This I take to be the meaning of the words, which are necessarily ambiguous, since {pharmakon}, "a drug," also means "poison." Did Cheirisophus conceivably die of fever brought on by some poisonous draught? or did he take poison whilst suffering from fever? or did he die under treatment?That's true: the word that is the root of "pharmacy" or "pharmaceutical" can mean either "drug" or "poison." And so it is often the case even with true drugs, where the right dosage is efficacious and the wrong one is fatal.
Thus, the sorcerers who are headed to the Lake of Fire are poisoners and makes of false drugs that kill instead — one thinks of dealers of drugs laced with fentanyl, but also of pushers of hard drugs generally. Makers of false medicines. That’s what the word means.
UPDATE: After I went to bed last night, another thought about this occurred to me. The passage seems on first glance to refer to something from fantasy stories, which in the mind of the modern is the sort of thing that puts the Bible into the genre of fantasy stories. That's how they prefer to think of it anyway, and "sorcerer" at first seems like evidence for that preferred proposition.
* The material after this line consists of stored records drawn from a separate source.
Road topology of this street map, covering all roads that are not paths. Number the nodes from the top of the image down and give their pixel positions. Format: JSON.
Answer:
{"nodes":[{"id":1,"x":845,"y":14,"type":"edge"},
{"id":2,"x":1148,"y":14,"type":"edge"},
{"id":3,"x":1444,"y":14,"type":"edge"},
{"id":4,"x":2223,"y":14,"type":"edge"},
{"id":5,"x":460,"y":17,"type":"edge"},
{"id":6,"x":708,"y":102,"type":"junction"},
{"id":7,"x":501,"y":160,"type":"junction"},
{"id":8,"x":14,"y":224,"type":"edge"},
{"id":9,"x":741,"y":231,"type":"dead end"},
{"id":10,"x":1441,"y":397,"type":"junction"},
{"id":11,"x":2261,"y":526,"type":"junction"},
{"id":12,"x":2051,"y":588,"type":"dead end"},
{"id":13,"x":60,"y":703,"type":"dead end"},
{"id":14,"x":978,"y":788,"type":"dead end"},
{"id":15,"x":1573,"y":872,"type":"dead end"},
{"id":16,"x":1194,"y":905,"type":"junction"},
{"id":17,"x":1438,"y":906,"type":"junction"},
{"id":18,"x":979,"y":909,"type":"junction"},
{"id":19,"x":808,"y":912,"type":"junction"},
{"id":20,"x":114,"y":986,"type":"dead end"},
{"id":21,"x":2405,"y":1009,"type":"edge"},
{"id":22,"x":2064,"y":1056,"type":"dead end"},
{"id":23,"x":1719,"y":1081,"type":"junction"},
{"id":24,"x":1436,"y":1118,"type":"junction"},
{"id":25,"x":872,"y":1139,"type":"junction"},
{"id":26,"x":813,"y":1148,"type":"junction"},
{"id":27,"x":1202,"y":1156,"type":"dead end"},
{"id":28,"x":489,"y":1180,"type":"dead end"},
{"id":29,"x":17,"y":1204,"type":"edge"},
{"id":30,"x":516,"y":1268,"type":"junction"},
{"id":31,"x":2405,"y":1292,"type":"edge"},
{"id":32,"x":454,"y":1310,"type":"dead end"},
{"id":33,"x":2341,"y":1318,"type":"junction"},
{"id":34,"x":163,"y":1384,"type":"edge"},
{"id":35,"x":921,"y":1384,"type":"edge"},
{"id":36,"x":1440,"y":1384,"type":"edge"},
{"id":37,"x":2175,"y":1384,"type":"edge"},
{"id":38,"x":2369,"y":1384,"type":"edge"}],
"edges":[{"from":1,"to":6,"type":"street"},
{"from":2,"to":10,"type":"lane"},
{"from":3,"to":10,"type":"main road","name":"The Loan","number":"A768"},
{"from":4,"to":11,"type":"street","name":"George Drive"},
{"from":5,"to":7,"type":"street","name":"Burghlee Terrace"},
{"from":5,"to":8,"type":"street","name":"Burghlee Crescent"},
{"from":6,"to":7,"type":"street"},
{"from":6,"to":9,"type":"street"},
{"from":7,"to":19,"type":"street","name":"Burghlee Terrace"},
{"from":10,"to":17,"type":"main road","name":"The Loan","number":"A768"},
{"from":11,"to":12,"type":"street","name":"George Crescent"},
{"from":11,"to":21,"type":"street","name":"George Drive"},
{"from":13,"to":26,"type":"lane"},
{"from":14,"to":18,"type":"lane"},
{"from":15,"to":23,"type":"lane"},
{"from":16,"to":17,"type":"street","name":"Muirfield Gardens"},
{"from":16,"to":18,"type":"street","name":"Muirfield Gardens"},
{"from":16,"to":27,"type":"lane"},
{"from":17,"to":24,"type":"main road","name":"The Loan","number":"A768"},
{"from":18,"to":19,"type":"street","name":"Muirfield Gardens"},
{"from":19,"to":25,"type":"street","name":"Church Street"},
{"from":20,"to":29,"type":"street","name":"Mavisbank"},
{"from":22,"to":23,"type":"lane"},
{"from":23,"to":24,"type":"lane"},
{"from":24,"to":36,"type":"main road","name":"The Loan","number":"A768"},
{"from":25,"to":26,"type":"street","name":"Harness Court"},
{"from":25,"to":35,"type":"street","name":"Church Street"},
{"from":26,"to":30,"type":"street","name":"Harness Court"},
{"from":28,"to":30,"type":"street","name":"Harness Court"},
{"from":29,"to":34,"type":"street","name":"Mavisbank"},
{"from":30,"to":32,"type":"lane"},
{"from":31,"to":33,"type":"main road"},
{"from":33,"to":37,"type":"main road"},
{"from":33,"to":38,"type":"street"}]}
Once you understand that they're talking about drug dealers and pushers and makers of false medicines, however, you realize that this is a real and pressing problem that you read about every day in the newspaper. The Bible is suddenly speaking to very real problems that bedevil contemporary society.
Of course, since this is the Revelation of St. John the Divine, you still have the Beast and the Dragon and various other mystic imagery. It only moves the needle a little on that point; but it does move it.
2 comments:
I'd think it could as easily refer to those who mislead and poison the minds of the unsuspecting with ideas sure to lead them to grief, misery, and maybe worse. Communism seems a good example, but far from alone.
That works. Think "Junkie Dealers, and by extension, mind-poisoners." In D&D, evil clerics trafficked in poisons and deception spells too.